▶ [Task requirements]: In the data below, find every line with the word "graph" and copy it out.

(Stored items)
==========
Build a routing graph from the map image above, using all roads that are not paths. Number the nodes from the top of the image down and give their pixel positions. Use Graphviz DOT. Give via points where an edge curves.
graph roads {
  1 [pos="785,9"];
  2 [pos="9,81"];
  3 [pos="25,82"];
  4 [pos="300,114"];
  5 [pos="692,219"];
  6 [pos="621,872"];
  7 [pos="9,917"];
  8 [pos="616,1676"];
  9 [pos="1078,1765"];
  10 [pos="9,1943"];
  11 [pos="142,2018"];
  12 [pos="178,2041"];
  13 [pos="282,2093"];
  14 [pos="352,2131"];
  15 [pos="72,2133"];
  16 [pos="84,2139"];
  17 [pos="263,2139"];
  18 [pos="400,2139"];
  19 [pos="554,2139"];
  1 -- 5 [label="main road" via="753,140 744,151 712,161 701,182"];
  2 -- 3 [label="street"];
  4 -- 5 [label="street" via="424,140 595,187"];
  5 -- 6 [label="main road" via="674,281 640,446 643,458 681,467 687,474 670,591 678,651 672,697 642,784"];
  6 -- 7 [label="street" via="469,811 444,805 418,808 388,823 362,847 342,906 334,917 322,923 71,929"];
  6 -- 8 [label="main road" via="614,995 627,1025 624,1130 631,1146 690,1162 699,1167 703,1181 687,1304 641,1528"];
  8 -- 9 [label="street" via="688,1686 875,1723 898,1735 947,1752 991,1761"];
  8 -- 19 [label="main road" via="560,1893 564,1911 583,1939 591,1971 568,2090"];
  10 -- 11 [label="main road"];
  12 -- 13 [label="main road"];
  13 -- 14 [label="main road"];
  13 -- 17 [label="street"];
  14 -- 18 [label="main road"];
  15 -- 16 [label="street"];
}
==========
▶ [Output]:
Build a routing graph from the map image above, using all roads that are not paths. Number the nodes from the top of the image down and give their pixel positions. Use Graphviz DOT. Give via points where an edge curves.
graph roads {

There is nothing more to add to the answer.